Sayangnya, revival ala Keraton Agung Sejagat itu kemudian berkembang menjadi manipulasi. Manipulasi itu sebenarnya cetha wela-wela, ketok mata, katon ngegla. Logika orang normal pasti bertanya-tanya bagaimana mungkin Perserikatan Bangsa-Bangsa dan Pentagon (Gedung Departemen Pertahanan Amerika Serikat) dikatakan sebagai organ Keraton Agung Sejagat?
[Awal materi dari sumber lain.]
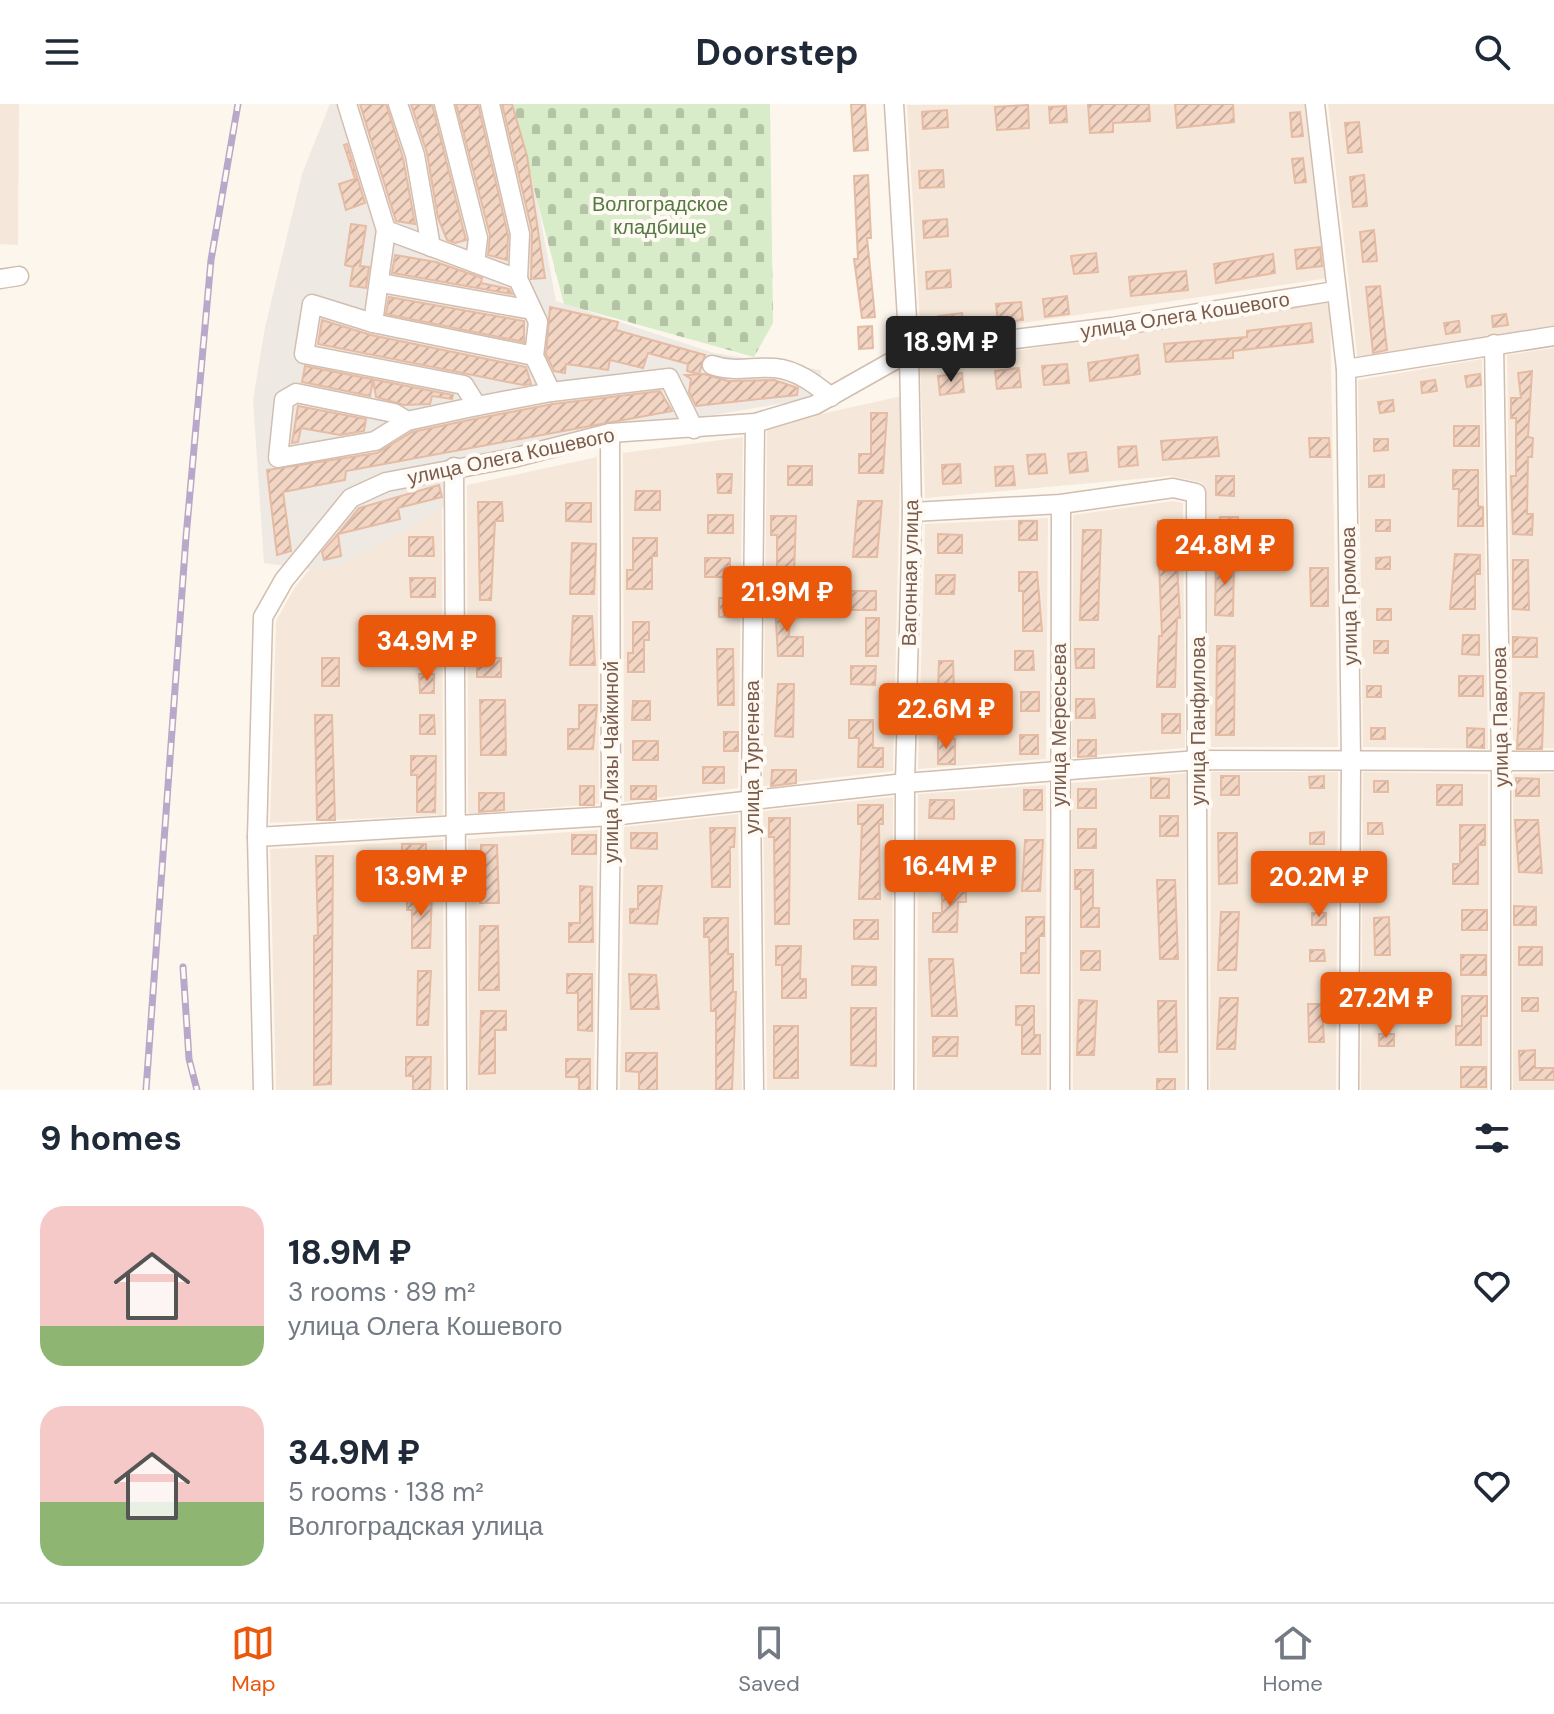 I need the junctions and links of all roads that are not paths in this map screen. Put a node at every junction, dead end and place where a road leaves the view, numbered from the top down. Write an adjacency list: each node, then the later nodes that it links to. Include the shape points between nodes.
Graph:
1 (347, 104): 7 (street)
2 (398, 104): 8 (street, via 415,155)
3 (444, 104): 9 (street, via 478,238)
4 (490, 104): 10 (street, via 520,234)
5 (894, 104): 17 (street, Вагонная улица)
6 (1315, 104): 12 (street, улица Громова)
7 (386, 230): 8 (street); 11 (street)
8 (431, 247): 9 (street)
9 (475, 263): 10 (street)
10 (518, 279): 13 (street)
11 (381, 283): 13 (street); 14 (street)
12 (1335, 291): 17 (street, улица Олега Кошевого, via 1112,327); 20 (street, улица Громова)
13 (532, 310): 18 (street, via 538,322)
14 (373, 323): 18 (street); 23 (street, via 312,304 304,354 464,385)
15 (1554, 336): 16 (street)
16 (1494, 344): 20 (street); 34 (street, улица Павлова)
17 (909, 352): 22 (street, улица Олега Кошевого); 30 (street, Вагонная улица)
18 (534, 356): 21 (street)
19 (712, 365): 22 (street, via 728,371 777,368 810,379)
20 (1346, 369): 31 (street, улица Громова)
21 (551, 392): 23 (street); 26 (street, via 669,378)
22 (831, 397): 25 (street, улица Олега Кошевого)
23 (477, 406): 24 (street)
24 (407, 421): 24 (street, via 394,413 296,393 284,400 278,458 375,441)
25 (755, 423): 26 (street, улица Олега Кошевого); 37 (street, улица Тургенева)
26 (694, 429): 27 (street, улица Олега Кошевого)
27 (610, 433): 28 (street, улица Олега Кошевого); 38 (street, улица Лизы Чайкиной)
28 (454, 467): 39 (street); 40 (street, улица Олега Кошевого, via 386,482 351,498 284,580 263,617)
29 (1061, 504): 30 (street, улица Панфилова); 32 (street, улица Панфилова, via 1173,488 1196,493); 35 (street, улица Мересьева)
30 (912, 512): 36 (street, Вагонная улица)
31 (1351, 759): 32 (street); 34 (street); 48 (street, улица Громова)
32 (1198, 760): 35 (street); 47 (street, улица Панфилова)
33 (1554, 761): 34 (street)
34 (1501, 762): 49 (street, улица Павлова)
35 (1059, 771): 36 (street); 46 (street, улица Мересьева)
36 (905, 783): 37 (street); 45 (street, Вагонная улица)
37 (751, 800): 38 (street); 44 (street, улица Тургенева)
38 (611, 816): 39 (street); 43 (street, улица Лизы Чайкиной)
39 (455, 827): 40 (street); 42 (street)
40 (257, 837): 41 (street, улица Олега Кошевого)
41 (263, 1090)
42 (457, 1090)
43 (607, 1090)
44 (754, 1090)
45 (904, 1090)
46 (1060, 1090)
47 (1198, 1090)
48 (1349, 1090)
49 (1501, 1090)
Faktanya banyak orang yang terpikat dengan revival manipulatif ala Keraton Agung Sejagat. Banyak orang tak keberatan setor uang demi harapan mendapatkan kehidupan yang lebih baik dengan menjadi pengikut Keraton Agung Sejagat.

Revival ala Keraton Agung Sejagat ini sebenarnya mirip dengan investasi bodong. Menawarkan keuntungan fantastis dengan modal kecil dan tanpa kerja keras. Banyak orang yang terpikat dengan tawaran aneka rupa investasi bodong.

Revival manipulatif mendapat tempat ”mulia” di tengah ”zaman edan”. Zaman edan era kini bukan zaman kacau balau karena ketidaktahuan, tetapi justru zaman kacau balau karena informasi berkelimpahan. Teknologi yang membuat orang menjadi ”prosumen” (produsen sekaligus konsumen) informasi meniscayakan semua orang bisa menawarkan wacana apa pun, termasuk revival.

Panasea

Romantisme kembali ke zaman lawas bisa jadi menjadi semacam panasea bagi orang-orang yang merasa kehilangan ”makna hidup” karena informasi yang berkelimpahan. Dampak keberlimpahan membuat sebagian masyarakat tidak bisa menyaring informasi mana yang baik dan mana yang tidak baik karena terlalu banyak informasi yang diterima.

Zaman menjadi edan ketika era berkelimpahan informasi simultan dengan matinya kepakaran. Orang-orang berilmu dan orang-orang berpengetahuan dinegasikan. Kebenaran bukan lagi tentang fakta. Kebenaran adalah keyakinan. Pada kondisi demikian inilah revival manipulatif ala investasi bodong menemukan lahan subur untuk berkembang.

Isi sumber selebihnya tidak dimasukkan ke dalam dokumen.